:: Your objective ::
Go through the entries below and copy each line that holds the word "road".

:: Supplied entries ::

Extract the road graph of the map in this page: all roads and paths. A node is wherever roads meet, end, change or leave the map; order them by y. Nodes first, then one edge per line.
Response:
==
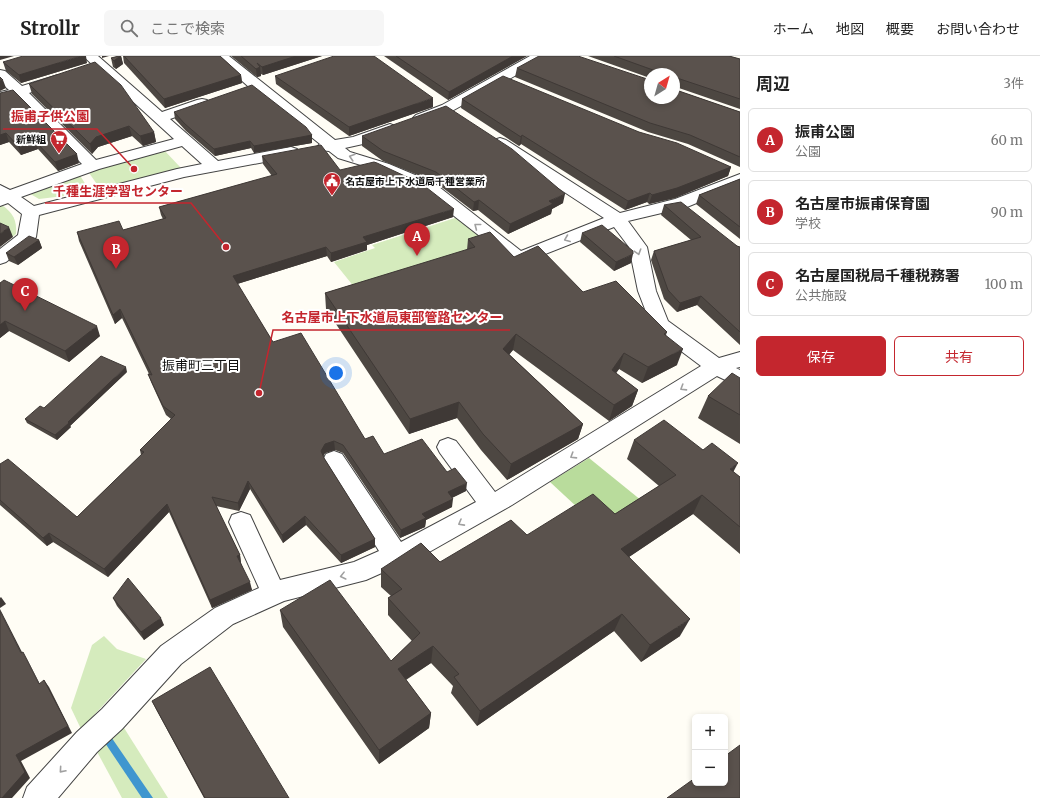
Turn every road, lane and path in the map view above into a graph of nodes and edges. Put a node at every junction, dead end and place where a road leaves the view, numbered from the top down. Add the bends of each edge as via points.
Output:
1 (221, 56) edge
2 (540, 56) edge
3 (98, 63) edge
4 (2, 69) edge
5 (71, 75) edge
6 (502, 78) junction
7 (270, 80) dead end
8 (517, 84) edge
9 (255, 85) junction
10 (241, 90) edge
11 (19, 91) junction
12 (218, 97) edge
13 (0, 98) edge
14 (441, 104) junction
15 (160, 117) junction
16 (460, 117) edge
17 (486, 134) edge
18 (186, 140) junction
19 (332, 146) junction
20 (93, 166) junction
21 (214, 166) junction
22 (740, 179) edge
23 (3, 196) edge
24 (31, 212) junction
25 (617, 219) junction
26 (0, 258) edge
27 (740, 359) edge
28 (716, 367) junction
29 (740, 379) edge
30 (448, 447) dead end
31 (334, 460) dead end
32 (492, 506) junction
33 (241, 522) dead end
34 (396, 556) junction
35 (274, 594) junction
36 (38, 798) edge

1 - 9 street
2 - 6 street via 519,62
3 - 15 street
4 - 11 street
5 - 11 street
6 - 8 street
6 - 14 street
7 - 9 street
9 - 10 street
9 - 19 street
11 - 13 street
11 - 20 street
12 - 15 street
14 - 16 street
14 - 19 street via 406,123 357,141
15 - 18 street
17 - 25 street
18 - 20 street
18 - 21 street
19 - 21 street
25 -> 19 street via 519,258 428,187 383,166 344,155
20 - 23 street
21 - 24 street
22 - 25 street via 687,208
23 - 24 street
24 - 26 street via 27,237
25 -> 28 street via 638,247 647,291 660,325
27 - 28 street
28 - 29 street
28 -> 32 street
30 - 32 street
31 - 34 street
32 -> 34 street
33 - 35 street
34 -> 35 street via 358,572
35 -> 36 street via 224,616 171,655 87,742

:: Exercise response ::
Extract the road graph of the map in this page: all roads and paths. A node is wherever roads meet, end, change or leave the map; order them by y. Nodes first, then one edge per line.
Turn every road, lane and path in the map view above into a graph of nodes and edges. Put a node at every junction, dead end and place where a road leaves the view, numbered from the top down. Add the bends of each edge as via points.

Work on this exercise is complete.